Jika kita baru ngeh dengan kurangnya esai beasiswa kita setelah esai disubmit dan bahkan baru ngeh saat mempersiapkan tes wawancara (seperti aku), maka pertama-tama jangan dulu gelisah, blaming diri sendiri atau merasa gagal sebelum berperang. Aku jadi ingat omongan Bang Reyza, ketua angkatan PK ku dulu saat kami jadi panelis mock up bareng-bareng. Bang Reyza bilang, saat mempersiapkan tes wawancara, esai kita udah ga bisa diubah lagi. Yang bisa kita lakukan adalah menyiapkan data-data atau jawaban-jawaban pendukung dari esai kita sehingga kita nanti bisa lebih siap menghadapi pertanyaan tidak terduga dari pewawancara.

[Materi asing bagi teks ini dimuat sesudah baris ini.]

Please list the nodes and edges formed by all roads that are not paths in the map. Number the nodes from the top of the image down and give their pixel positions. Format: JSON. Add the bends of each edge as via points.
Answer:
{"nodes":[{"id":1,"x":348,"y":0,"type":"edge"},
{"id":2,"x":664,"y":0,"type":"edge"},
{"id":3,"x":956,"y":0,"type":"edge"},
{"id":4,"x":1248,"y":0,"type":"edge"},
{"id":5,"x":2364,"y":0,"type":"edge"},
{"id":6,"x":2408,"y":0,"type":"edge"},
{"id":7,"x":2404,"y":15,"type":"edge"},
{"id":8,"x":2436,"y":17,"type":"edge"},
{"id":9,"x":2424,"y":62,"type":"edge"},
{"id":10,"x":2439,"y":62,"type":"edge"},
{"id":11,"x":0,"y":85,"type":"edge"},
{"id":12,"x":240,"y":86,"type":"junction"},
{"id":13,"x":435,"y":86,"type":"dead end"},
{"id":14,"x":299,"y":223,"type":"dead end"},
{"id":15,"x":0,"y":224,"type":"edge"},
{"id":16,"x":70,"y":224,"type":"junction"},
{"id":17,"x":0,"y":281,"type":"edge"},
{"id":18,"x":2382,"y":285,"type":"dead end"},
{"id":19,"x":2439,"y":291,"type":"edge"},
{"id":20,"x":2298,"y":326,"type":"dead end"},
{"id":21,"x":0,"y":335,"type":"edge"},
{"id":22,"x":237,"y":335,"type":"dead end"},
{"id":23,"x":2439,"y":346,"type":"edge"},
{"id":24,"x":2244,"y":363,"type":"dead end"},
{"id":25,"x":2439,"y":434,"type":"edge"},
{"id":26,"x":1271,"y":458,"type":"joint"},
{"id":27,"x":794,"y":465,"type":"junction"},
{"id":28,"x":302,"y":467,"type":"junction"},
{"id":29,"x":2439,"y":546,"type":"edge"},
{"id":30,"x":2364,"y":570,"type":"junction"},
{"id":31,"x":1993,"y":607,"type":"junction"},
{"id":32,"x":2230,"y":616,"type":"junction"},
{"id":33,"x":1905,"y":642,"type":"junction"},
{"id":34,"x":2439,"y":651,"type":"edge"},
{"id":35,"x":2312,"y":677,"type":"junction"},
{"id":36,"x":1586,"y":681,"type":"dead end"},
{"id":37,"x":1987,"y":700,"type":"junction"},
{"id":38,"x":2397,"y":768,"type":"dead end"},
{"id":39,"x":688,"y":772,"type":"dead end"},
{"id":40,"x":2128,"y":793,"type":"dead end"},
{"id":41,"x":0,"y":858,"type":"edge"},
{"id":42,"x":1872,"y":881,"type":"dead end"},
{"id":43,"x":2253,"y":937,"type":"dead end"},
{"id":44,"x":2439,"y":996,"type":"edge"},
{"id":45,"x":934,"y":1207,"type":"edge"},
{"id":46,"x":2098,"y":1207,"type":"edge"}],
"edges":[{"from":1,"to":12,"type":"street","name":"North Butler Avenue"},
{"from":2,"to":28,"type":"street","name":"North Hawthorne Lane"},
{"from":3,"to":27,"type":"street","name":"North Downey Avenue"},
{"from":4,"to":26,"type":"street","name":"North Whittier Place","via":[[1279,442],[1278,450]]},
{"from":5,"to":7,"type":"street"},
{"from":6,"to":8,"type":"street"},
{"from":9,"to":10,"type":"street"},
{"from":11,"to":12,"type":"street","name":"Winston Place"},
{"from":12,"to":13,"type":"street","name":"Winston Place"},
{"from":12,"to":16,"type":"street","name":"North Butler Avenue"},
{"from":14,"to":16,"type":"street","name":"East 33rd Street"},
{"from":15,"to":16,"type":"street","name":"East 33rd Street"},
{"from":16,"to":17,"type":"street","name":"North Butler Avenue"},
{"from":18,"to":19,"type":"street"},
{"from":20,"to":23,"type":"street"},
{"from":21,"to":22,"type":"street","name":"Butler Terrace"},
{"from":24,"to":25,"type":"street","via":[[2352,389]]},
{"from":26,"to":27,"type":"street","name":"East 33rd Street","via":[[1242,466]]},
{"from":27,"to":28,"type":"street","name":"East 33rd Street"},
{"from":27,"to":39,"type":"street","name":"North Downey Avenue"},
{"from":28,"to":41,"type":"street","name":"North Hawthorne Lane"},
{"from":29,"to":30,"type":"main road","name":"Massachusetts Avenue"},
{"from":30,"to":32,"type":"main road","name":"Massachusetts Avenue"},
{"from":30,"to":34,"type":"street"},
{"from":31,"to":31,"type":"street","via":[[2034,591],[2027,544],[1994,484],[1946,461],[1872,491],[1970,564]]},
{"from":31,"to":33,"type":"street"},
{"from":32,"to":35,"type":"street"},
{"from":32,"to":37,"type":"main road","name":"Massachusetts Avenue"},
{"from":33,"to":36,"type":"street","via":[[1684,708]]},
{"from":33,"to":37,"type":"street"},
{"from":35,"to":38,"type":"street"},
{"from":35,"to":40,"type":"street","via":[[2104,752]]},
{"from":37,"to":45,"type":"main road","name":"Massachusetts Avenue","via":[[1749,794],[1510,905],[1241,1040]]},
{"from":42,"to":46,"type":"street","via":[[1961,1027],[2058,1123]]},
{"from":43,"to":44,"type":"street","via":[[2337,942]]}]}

Nah, kalau bisa aku sederhanakan lagi, tips sedikit dari aku saat menyiapkan esai antara lain:
Mengikuti ketentuan dari LPDP
Esai berisi past-present-future kita yang saling berhubungan
Gunakan STAR untuk past dan present kita dan SMART untuk future atau rencana kita di masa depan. Ini lebih ke efisiensi dan efektivitas jawaban.
Bangga dengan esai yang kita tulis.
Terbuka dengan masukan dan saran dari orang lain
Untuk tips menjelang ujian:
Belajar dengan sistem belajar yang dirasa nyaman untuk diri sendiri. Bisa dengan mind map, bikin list pertanyaan, bikin list tanya jawab, dsb.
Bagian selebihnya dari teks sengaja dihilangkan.